Ellen would be delighted to have a class with you or your group! You can check out her classes at www.ellenanneeddy.com. She also offers independent studio time in her studio in Indiana. Talk to Ellen about classes at 219-921-0885, or contact her scheduler Melida at 405-735-3703 .to set a date
Friday, March 5, 2010

Working with the Weird: Can I Put that on My Quilt?

Fall Fanfair was part of my Dancing Tree series. I had intended to needle punch wool yarn into cotton. Well, you never know until you try. I really never let anyone else tell me something is impossible, unless it's also unappealing.


 Of course it didn't work.After I'd proved that with about 10 hours of ineffective needle punching, I layered it with Aqua-Film over the yarn and stitched it all down with mono-filament nylon. I was declared stubborn as a child, but our childhood faults are often our adult virtues. Now they say I'm determined. 


I fused on Silk Leaves (I'm not sure but they were probably from Joann's, Walmart of Big Lots) with Bo Nash Bonding Powder. I love this piece. But it was a case of using some things you don't always find on a quilt.
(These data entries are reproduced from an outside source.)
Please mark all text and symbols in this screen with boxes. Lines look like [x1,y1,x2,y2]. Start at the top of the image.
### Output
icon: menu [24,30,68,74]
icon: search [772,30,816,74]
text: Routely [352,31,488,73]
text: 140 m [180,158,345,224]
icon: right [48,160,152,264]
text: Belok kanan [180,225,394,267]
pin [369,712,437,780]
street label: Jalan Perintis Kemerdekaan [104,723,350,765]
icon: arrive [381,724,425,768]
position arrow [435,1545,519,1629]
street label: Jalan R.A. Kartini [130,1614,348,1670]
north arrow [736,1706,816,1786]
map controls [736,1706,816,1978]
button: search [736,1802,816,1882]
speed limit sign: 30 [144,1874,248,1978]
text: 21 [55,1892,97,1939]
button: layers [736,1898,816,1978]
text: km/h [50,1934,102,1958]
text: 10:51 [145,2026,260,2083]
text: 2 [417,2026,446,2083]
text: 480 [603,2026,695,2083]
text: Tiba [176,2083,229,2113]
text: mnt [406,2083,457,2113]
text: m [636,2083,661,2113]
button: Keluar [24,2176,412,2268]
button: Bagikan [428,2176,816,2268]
After years of doing all kinds of things to materials most folk don't try to quilt with, it seems a worthy question. How do you know if you can put it on your quilt?


If we're talking fabric, it's a shorter list of potential woes and issues. For starters, it's probably flat. The big questions are:

  • Will it melt?
  • Is it too thick to stitch through? If you can't stitch it, how will you put it on?
  • Is it knitted?(Knitted things are harder to fuse and much harder to stitch)
  • Is it rayon?( if it is it's probably not light fast.)
Lace, brocade, organza, sheers, fused Angelina and Crystalina, and all kinds of fabrics work excellently with Steam-A-Seam 2 or other fusibles. Velvet is a special problem because the nap hides stitches and fuses poorly.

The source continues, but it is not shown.